(WHAT THE TASK ASKS): Without including any pictures, copy each entry below exactly.

--------------------

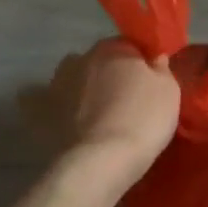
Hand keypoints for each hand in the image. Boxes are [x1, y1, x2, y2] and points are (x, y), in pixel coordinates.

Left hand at [22, 39, 179, 175]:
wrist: (102, 160)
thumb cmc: (143, 119)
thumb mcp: (169, 91)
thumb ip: (161, 69)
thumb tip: (153, 58)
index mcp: (114, 48)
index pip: (130, 46)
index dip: (140, 64)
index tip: (148, 84)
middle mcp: (82, 57)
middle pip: (99, 61)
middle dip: (109, 75)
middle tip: (124, 101)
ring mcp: (56, 83)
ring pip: (71, 78)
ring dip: (80, 88)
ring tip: (93, 113)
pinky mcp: (38, 111)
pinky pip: (39, 102)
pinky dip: (45, 105)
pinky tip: (56, 117)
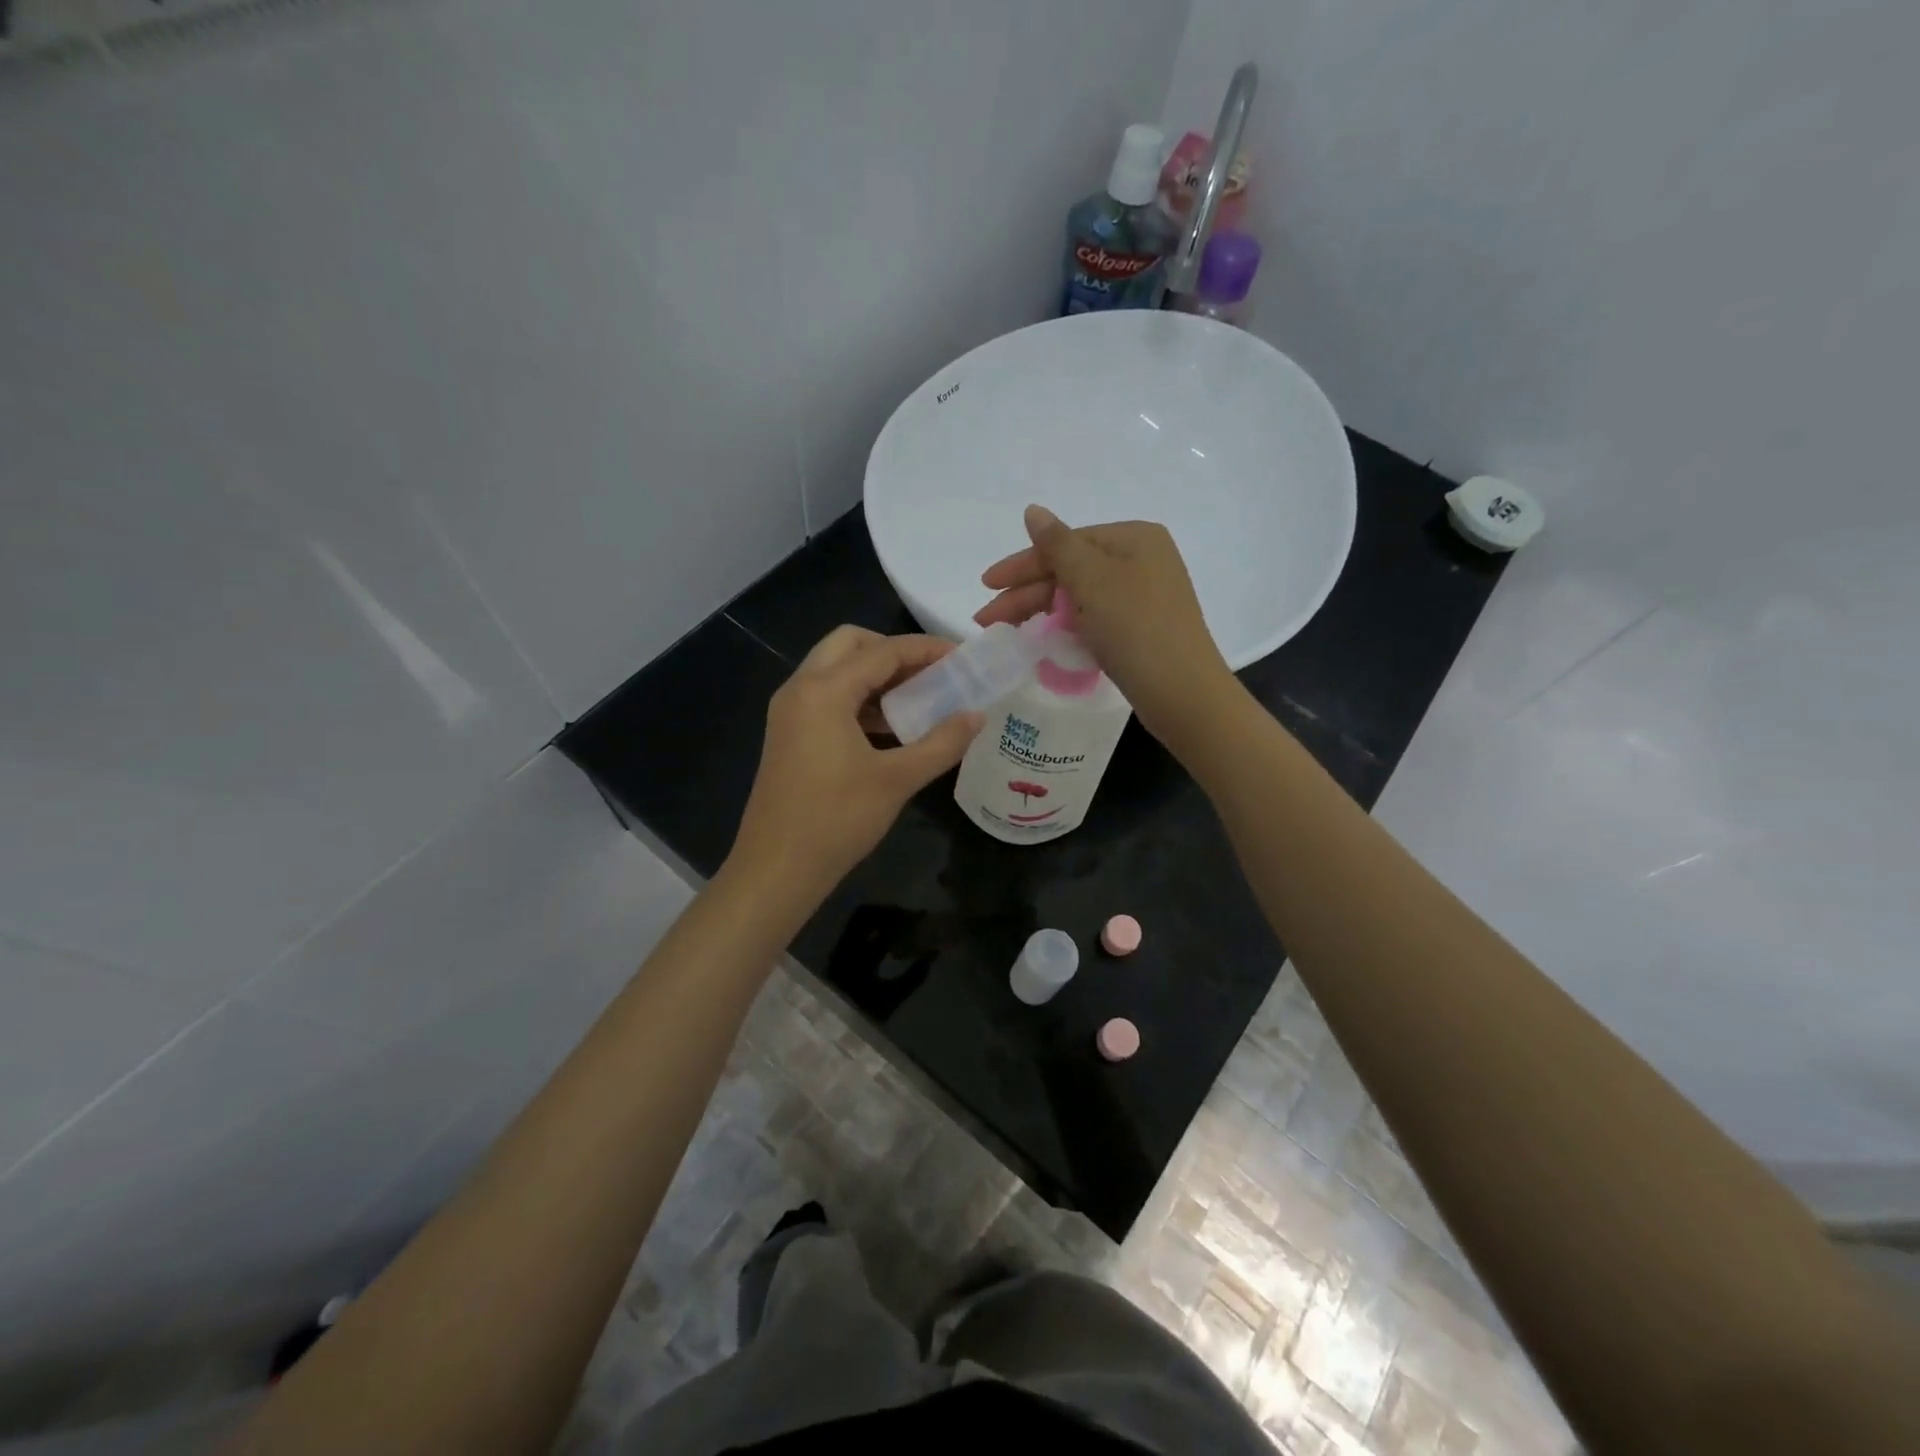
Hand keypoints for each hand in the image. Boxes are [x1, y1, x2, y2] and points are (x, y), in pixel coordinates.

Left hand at [728, 627, 983, 900]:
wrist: (776, 869)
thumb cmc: (837, 820)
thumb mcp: (897, 779)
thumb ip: (942, 742)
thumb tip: (977, 715)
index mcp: (823, 690)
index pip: (883, 651)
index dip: (926, 649)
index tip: (963, 657)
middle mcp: (800, 688)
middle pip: (850, 644)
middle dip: (894, 652)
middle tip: (932, 674)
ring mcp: (789, 711)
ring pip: (836, 670)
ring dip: (876, 676)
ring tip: (918, 700)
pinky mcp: (788, 734)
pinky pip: (827, 697)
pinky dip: (859, 699)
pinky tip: (889, 728)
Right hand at [975, 505, 1234, 744]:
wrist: (1182, 693)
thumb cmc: (1134, 628)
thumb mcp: (1091, 580)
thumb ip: (1056, 545)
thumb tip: (1033, 510)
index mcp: (1133, 538)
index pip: (1065, 542)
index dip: (1022, 565)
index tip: (986, 585)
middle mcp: (1142, 560)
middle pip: (1070, 570)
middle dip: (1026, 594)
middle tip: (986, 620)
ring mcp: (1143, 596)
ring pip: (1079, 596)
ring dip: (1040, 611)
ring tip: (1005, 632)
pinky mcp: (1141, 628)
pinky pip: (1093, 617)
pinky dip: (1066, 625)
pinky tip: (1042, 639)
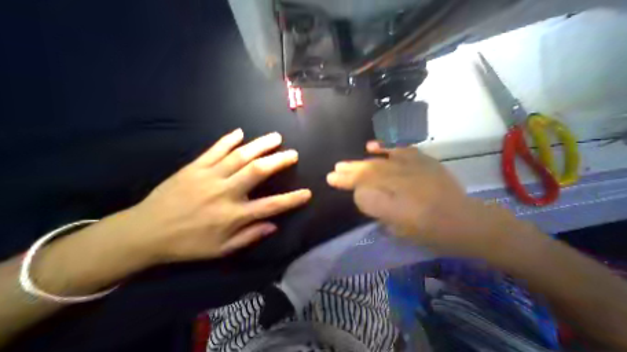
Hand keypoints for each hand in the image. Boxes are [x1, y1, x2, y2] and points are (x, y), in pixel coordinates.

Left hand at [129, 130, 310, 262]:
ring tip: (276, 137)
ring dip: (260, 145)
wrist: (143, 233)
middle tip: (293, 153)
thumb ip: (250, 236)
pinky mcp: (194, 167)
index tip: (307, 193)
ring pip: (240, 156)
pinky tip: (240, 132)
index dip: (292, 199)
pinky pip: (214, 150)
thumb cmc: (187, 244)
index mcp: (233, 215)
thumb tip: (274, 225)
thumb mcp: (222, 249)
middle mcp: (225, 192)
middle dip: (278, 161)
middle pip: (257, 171)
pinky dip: (228, 140)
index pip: (271, 206)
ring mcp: (209, 176)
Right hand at [325, 140, 516, 258]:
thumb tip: (362, 195)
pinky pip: (397, 150)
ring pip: (375, 164)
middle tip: (332, 173)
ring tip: (342, 164)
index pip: (360, 191)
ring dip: (356, 164)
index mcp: (392, 205)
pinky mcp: (420, 160)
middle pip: (364, 176)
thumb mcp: (398, 229)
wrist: (465, 220)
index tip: (332, 181)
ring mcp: (409, 169)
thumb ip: (377, 210)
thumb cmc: (429, 231)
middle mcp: (397, 184)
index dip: (346, 186)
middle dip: (346, 174)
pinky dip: (382, 147)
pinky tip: (369, 146)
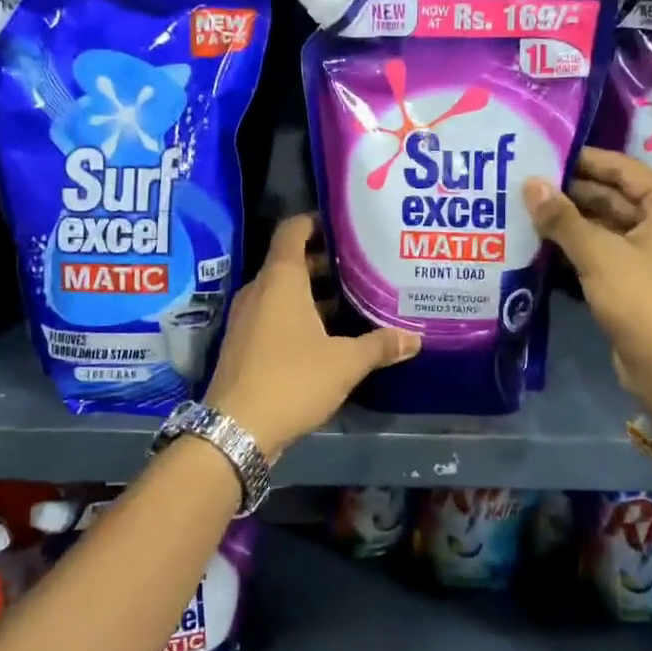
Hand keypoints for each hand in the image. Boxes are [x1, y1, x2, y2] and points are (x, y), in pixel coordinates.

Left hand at [204, 214, 420, 460]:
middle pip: (291, 260)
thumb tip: (415, 338)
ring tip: (353, 297)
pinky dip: (300, 313)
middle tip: (363, 263)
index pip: (293, 230)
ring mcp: (248, 317)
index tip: (346, 224)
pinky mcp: (245, 342)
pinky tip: (329, 333)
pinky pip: (275, 313)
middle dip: (325, 260)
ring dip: (314, 291)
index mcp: (281, 279)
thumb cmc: (292, 380)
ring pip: (284, 290)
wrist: (236, 429)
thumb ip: (380, 345)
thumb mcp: (345, 363)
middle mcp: (260, 290)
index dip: (316, 220)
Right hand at [524, 148, 651, 431]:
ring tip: (522, 206)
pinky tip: (538, 240)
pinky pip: (602, 249)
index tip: (539, 152)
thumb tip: (529, 183)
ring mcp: (651, 251)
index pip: (619, 168)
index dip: (580, 159)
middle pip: (610, 195)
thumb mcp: (598, 254)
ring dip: (568, 219)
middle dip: (569, 191)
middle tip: (522, 181)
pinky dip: (575, 245)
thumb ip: (562, 218)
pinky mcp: (636, 277)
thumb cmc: (642, 300)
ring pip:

--------------------

(RESPONSE FOR THIS EXERCISE):
Hand keypoints for each hand in the image. Boxes are [x1, y1, x2, y2] and points are (x, y), in pixel coordinates.

Left hand at [22, 39, 179, 175]:
wrist: (102, 160)
thumb cmc: (143, 119)
thumb mcp: (169, 91)
thumb ip: (161, 69)
thumb tip: (153, 58)
index mcp: (114, 48)
index pip: (130, 46)
index dip: (140, 64)
index tip: (148, 84)
middle mcp: (82, 57)
middle pip: (99, 61)
middle dip: (109, 75)
middle tip: (124, 101)
ring mcp: (56, 83)
ring pip: (71, 78)
ring dip: (80, 88)
ring tip: (93, 113)
pinky mcp: (38, 111)
pinky pip: (39, 102)
pinky dip: (45, 105)
pinky tip: (56, 117)
Hand keypoints for each hand in the image. Boxes are [x1, y1, x2, y2] and points are (x, y), in pixel coordinates.

Left hand at [728, 627, 983, 900]:
wrist: (776, 869)
thumb cmc: (837, 820)
thumb mcp: (897, 779)
thumb ip: (942, 742)
thumb tip: (977, 715)
index mcp: (823, 690)
index pip: (883, 651)
index dip: (926, 649)
index tip: (963, 657)
middle mcp: (800, 688)
middle pip: (850, 644)
middle dip: (894, 652)
middle tip: (932, 674)
ring mcp: (789, 711)
ring pip: (836, 670)
ring dip: (876, 676)
ring tip: (918, 700)
pinky mcp: (788, 734)
pinky pip: (827, 697)
pinky dip: (859, 699)
pinky tip: (889, 728)
Right hand at [975, 505, 1234, 744]:
wrist: (1182, 693)
thumb cmc: (1134, 628)
thumb mcp: (1091, 580)
thumb ip: (1056, 545)
thumb tip: (1033, 510)
index mcp: (1133, 538)
index pip: (1065, 542)
index dip: (1022, 565)
index tip: (986, 585)
middle mcp: (1142, 560)
middle pip: (1070, 570)
middle dip: (1026, 594)
middle tip: (986, 620)
ring mcp: (1143, 596)
ring pip: (1079, 596)
ring dip: (1040, 611)
ring tip: (1005, 632)
pinky mcp: (1141, 628)
pinky pip: (1093, 617)
pinky dip: (1066, 625)
pinky tip: (1042, 639)
Hand keypoints for each hand in the image. Boxes are [x1, y1, x2, y2] and points are (x, y), in pixel coordinates.

Left hand at [129, 130, 310, 262]:
ring tip: (276, 137)
ring dip: (260, 145)
wrist: (143, 233)
middle tip: (293, 153)
thumb ip: (250, 236)
pinky mcp: (194, 167)
index tip: (307, 193)
ring pip: (240, 156)
pinky tip: (240, 132)
index dip: (292, 199)
pinky pip: (214, 150)
thumb cmc: (187, 244)
index mcp: (233, 215)
thumb tip: (274, 225)
thumb mcp: (222, 249)
middle mcp: (225, 192)
middle dip: (278, 161)
middle pip: (257, 171)
pinky dip: (228, 140)
index pip: (271, 206)
ring mcp: (209, 176)
Right hand at [325, 140, 516, 258]:
thumb tip: (362, 195)
pinky pip: (397, 150)
ring pip: (375, 164)
middle tip: (332, 173)
ring tip: (342, 164)
index pip: (360, 191)
ring dip: (356, 164)
index mcp: (392, 205)
pinky mcp: (420, 160)
middle pip: (364, 176)
thumb mcp: (398, 229)
wrist: (465, 220)
index tip: (332, 181)
ring mcp: (409, 169)
thumb ip: (377, 210)
thumb cmc: (429, 231)
middle mcp: (397, 184)
index dip: (346, 186)
middle dip: (346, 174)
pinky dip: (382, 147)
pinky tip: (369, 146)
Hand keypoints for each hand in the image. Boxes are [x1, y1, x2, y2] and points are (x, y), in pixel coordinates.

Left hand at [204, 214, 420, 460]:
middle pip: (291, 260)
thumb tip: (415, 338)
ring tip: (353, 297)
pinky dip: (300, 313)
middle tip: (363, 263)
index pip: (293, 230)
ring mcp: (248, 317)
index tip: (346, 224)
pinky mcp: (245, 342)
pinky tip: (329, 333)
pinky pip: (275, 313)
middle dip: (325, 260)
ring dip: (314, 291)
index mcp: (281, 279)
thumb cmc: (292, 380)
ring pip: (284, 290)
wrist: (236, 429)
thumb ip: (380, 345)
thumb mcp: (345, 363)
middle mcp: (260, 290)
index dip: (316, 220)
Right hand at [524, 148, 651, 431]:
ring tip: (522, 206)
pinky tip: (538, 240)
pinky pip: (602, 249)
index tip: (539, 152)
thumb tip: (529, 183)
ring mcp: (651, 251)
index pip: (619, 168)
index dip: (580, 159)
middle pip: (610, 195)
thumb mcp: (598, 254)
ring dip: (568, 219)
middle dip: (569, 191)
middle tip: (522, 181)
pinky dip: (575, 245)
thumb ip: (562, 218)
pinky mcp: (636, 277)
thumb cmc: (642, 300)
ring pip:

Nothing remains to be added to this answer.